TASK PROMPT:
Repeat every entry exactly. Pictures stay out.
═════ DATA EXCERPTS
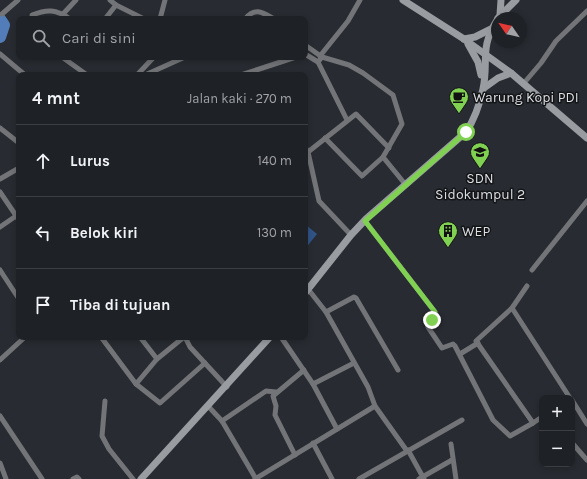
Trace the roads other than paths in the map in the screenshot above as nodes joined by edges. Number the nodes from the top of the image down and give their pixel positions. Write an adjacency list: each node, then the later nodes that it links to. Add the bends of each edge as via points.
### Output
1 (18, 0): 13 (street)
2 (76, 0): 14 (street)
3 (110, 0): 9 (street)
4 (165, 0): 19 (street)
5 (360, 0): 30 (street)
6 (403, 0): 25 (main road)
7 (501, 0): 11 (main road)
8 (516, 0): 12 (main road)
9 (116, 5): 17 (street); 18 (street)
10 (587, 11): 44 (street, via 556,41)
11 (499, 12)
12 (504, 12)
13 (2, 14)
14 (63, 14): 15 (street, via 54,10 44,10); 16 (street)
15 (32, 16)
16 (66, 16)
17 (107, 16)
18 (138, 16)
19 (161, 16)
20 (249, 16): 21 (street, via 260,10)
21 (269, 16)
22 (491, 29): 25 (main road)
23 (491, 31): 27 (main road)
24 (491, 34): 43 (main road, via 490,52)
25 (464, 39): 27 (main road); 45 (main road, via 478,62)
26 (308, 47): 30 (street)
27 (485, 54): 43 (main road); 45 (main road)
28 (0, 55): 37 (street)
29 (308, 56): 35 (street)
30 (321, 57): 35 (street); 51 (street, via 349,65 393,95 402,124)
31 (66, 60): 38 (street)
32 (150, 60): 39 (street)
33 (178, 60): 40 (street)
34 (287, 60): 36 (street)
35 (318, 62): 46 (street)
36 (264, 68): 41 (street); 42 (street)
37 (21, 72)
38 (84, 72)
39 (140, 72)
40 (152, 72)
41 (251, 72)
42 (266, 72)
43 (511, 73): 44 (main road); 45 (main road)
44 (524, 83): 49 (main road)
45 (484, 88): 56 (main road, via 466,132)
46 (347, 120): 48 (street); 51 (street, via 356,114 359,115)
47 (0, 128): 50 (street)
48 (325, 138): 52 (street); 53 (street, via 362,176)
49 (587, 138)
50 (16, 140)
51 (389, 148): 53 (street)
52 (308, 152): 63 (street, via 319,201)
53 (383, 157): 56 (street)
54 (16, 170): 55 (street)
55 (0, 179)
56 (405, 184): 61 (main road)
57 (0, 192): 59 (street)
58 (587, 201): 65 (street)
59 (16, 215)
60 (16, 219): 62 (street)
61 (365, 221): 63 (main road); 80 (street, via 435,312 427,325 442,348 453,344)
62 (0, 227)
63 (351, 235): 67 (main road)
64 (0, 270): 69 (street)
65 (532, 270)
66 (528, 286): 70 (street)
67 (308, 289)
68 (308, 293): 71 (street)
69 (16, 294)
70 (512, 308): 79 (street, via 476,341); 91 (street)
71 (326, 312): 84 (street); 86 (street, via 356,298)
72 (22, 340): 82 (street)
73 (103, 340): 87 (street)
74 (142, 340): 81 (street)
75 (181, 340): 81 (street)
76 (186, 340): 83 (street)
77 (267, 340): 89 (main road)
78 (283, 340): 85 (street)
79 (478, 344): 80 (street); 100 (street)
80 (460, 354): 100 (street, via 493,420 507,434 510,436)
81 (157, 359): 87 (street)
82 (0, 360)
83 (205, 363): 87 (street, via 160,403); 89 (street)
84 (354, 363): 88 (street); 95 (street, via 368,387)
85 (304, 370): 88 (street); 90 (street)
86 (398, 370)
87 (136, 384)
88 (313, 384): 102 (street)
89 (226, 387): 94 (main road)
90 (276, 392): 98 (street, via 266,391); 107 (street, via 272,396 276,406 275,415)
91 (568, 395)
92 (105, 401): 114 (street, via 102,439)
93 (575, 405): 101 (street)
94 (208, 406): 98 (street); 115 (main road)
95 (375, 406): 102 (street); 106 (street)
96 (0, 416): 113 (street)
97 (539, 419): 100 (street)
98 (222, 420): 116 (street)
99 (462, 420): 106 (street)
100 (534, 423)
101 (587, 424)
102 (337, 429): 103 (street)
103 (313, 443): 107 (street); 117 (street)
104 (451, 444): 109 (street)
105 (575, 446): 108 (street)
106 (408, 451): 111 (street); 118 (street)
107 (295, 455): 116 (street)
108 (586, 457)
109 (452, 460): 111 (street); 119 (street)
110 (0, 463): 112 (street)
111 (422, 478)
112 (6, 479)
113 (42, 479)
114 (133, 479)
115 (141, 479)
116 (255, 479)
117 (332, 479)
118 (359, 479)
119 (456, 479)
══════════
ANSWER TO THE PROBLEM:
Trace the roads other than paths in the map in the screenshot above as nodes joined by edges. Number the nodes from the top of the image down and give their pixel positions. Write an adjacency list: each node, then the later nodes that it links to. Add the bends of each edge as via points.
### Output
1 (18, 0): 13 (street)
2 (76, 0): 14 (street)
3 (110, 0): 9 (street)
4 (165, 0): 19 (street)
5 (360, 0): 30 (street)
6 (403, 0): 25 (main road)
7 (501, 0): 11 (main road)
8 (516, 0): 12 (main road)
9 (116, 5): 17 (street); 18 (street)
10 (587, 11): 44 (street, via 556,41)
11 (499, 12)
12 (504, 12)
13 (2, 14)
14 (63, 14): 15 (street, via 54,10 44,10); 16 (street)
15 (32, 16)
16 (66, 16)
17 (107, 16)
18 (138, 16)
19 (161, 16)
20 (249, 16): 21 (street, via 260,10)
21 (269, 16)
22 (491, 29): 25 (main road)
23 (491, 31): 27 (main road)
24 (491, 34): 43 (main road, via 490,52)
25 (464, 39): 27 (main road); 45 (main road, via 478,62)
26 (308, 47): 30 (street)
27 (485, 54): 43 (main road); 45 (main road)
28 (0, 55): 37 (street)
29 (308, 56): 35 (street)
30 (321, 57): 35 (street); 51 (street, via 349,65 393,95 402,124)
31 (66, 60): 38 (street)
32 (150, 60): 39 (street)
33 (178, 60): 40 (street)
34 (287, 60): 36 (street)
35 (318, 62): 46 (street)
36 (264, 68): 41 (street); 42 (street)
37 (21, 72)
38 (84, 72)
39 (140, 72)
40 (152, 72)
41 (251, 72)
42 (266, 72)
43 (511, 73): 44 (main road); 45 (main road)
44 (524, 83): 49 (main road)
45 (484, 88): 56 (main road, via 466,132)
46 (347, 120): 48 (street); 51 (street, via 356,114 359,115)
47 (0, 128): 50 (street)
48 (325, 138): 52 (street); 53 (street, via 362,176)
49 (587, 138)
50 (16, 140)
51 (389, 148): 53 (street)
52 (308, 152): 63 (street, via 319,201)
53 (383, 157): 56 (street)
54 (16, 170): 55 (street)
55 (0, 179)
56 (405, 184): 61 (main road)
57 (0, 192): 59 (street)
58 (587, 201): 65 (street)
59 (16, 215)
60 (16, 219): 62 (street)
61 (365, 221): 63 (main road); 80 (street, via 435,312 427,325 442,348 453,344)
62 (0, 227)
63 (351, 235): 67 (main road)
64 (0, 270): 69 (street)
65 (532, 270)
66 (528, 286): 70 (street)
67 (308, 289)
68 (308, 293): 71 (street)
69 (16, 294)
70 (512, 308): 79 (street, via 476,341); 91 (street)
71 (326, 312): 84 (street); 86 (street, via 356,298)
72 (22, 340): 82 (street)
73 (103, 340): 87 (street)
74 (142, 340): 81 (street)
75 (181, 340): 81 (street)
76 (186, 340): 83 (street)
77 (267, 340): 89 (main road)
78 (283, 340): 85 (street)
79 (478, 344): 80 (street); 100 (street)
80 (460, 354): 100 (street, via 493,420 507,434 510,436)
81 (157, 359): 87 (street)
82 (0, 360)
83 (205, 363): 87 (street, via 160,403); 89 (street)
84 (354, 363): 88 (street); 95 (street, via 368,387)
85 (304, 370): 88 (street); 90 (street)
86 (398, 370)
87 (136, 384)
88 (313, 384): 102 (street)
89 (226, 387): 94 (main road)
90 (276, 392): 98 (street, via 266,391); 107 (street, via 272,396 276,406 275,415)
91 (568, 395)
92 (105, 401): 114 (street, via 102,439)
93 (575, 405): 101 (street)
94 (208, 406): 98 (street); 115 (main road)
95 (375, 406): 102 (street); 106 (street)
96 (0, 416): 113 (street)
97 (539, 419): 100 (street)
98 (222, 420): 116 (street)
99 (462, 420): 106 (street)
100 (534, 423)
101 (587, 424)
102 (337, 429): 103 (street)
103 (313, 443): 107 (street); 117 (street)
104 (451, 444): 109 (street)
105 (575, 446): 108 (street)
106 (408, 451): 111 (street); 118 (street)
107 (295, 455): 116 (street)
108 (586, 457)
109 (452, 460): 111 (street); 119 (street)
110 (0, 463): 112 (street)
111 (422, 478)
112 (6, 479)
113 (42, 479)
114 (133, 479)
115 (141, 479)
116 (255, 479)
117 (332, 479)
118 (359, 479)
119 (456, 479)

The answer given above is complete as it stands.